## Required work
Search the material for the string "Восточная", then report how many lines hold it, with no other text.

## Information given
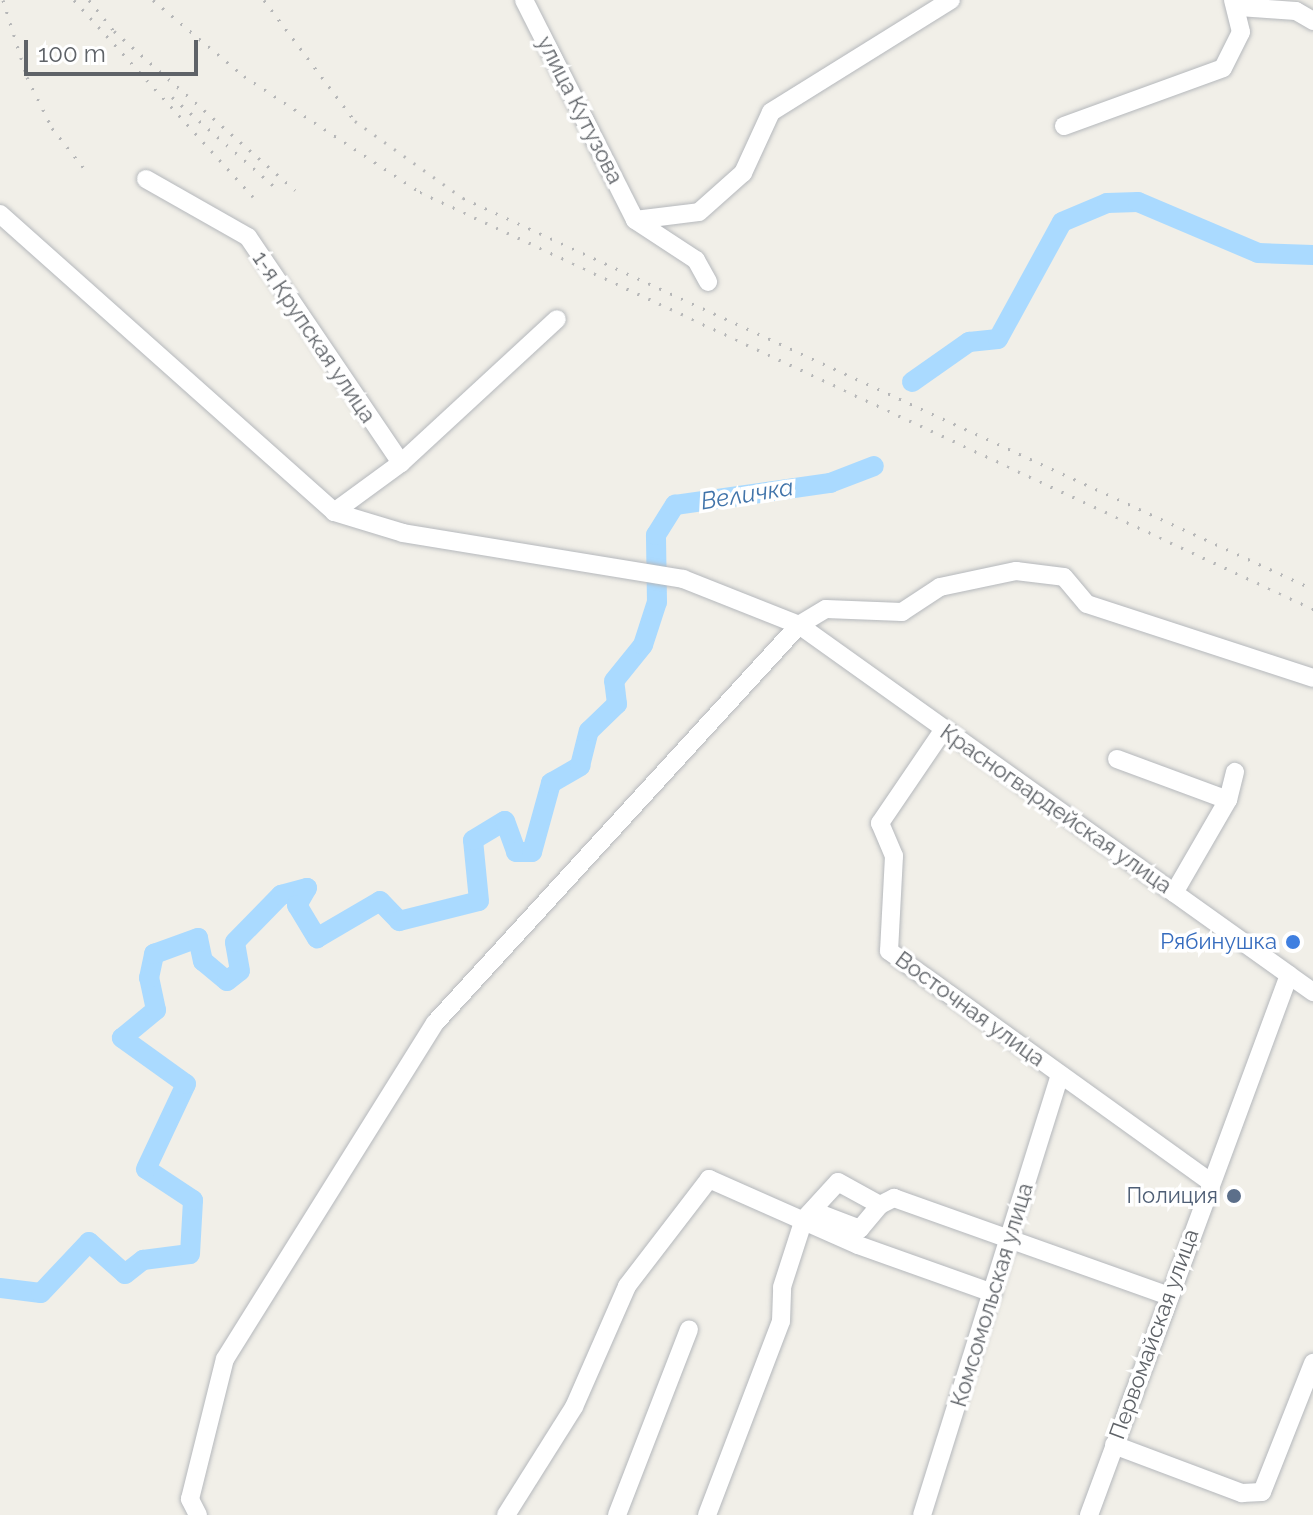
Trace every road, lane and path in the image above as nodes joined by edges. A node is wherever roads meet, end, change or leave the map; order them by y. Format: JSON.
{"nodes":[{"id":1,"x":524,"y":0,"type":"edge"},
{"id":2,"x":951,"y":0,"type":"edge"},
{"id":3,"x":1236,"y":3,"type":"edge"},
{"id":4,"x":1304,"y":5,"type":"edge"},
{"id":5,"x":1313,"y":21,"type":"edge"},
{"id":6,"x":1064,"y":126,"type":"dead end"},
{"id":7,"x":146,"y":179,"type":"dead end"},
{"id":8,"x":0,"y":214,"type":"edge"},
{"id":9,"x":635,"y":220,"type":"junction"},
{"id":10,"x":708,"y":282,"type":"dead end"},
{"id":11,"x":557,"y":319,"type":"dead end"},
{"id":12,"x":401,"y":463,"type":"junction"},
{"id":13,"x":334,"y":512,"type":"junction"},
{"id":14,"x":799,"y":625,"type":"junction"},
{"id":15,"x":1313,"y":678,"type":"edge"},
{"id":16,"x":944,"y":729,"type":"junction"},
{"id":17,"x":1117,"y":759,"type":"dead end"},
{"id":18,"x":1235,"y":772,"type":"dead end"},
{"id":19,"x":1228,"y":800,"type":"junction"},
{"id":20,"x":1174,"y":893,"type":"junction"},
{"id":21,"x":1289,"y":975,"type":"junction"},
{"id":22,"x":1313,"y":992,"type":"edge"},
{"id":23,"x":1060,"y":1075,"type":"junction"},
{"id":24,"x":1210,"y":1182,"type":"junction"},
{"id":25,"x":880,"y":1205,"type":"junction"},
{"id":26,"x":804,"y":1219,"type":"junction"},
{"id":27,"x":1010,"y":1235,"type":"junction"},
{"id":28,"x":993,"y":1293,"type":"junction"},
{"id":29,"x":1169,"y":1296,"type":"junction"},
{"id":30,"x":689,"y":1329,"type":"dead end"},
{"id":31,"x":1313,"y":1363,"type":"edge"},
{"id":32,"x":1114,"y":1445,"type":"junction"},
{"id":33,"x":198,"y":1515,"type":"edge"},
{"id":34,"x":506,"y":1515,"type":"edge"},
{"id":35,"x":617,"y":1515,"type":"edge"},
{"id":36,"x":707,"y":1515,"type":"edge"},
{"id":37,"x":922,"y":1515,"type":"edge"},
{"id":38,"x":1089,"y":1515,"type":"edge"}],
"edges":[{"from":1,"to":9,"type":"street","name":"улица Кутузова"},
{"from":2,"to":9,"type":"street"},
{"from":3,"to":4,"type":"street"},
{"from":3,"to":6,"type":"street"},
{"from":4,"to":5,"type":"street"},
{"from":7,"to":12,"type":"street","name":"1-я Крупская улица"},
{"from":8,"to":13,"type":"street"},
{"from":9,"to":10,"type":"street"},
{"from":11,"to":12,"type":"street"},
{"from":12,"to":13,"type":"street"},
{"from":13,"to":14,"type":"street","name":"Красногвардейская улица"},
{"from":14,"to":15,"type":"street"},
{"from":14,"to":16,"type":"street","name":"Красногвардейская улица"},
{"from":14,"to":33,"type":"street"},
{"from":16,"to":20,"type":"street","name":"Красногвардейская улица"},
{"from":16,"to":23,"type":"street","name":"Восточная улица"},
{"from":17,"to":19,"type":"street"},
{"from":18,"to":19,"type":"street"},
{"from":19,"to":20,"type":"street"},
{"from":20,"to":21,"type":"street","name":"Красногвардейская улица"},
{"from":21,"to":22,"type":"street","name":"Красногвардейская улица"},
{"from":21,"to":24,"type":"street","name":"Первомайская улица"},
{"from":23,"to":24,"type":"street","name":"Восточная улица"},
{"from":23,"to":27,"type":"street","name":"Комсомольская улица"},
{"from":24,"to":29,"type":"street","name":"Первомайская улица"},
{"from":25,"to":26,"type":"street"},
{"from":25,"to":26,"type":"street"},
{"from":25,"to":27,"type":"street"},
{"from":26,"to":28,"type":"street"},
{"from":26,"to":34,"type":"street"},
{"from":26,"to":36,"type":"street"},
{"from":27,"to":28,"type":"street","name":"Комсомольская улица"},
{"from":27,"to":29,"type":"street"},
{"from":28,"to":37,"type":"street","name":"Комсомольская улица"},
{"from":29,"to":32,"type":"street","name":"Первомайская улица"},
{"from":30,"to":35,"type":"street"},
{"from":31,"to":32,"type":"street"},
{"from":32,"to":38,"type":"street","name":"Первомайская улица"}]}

## Task answer
2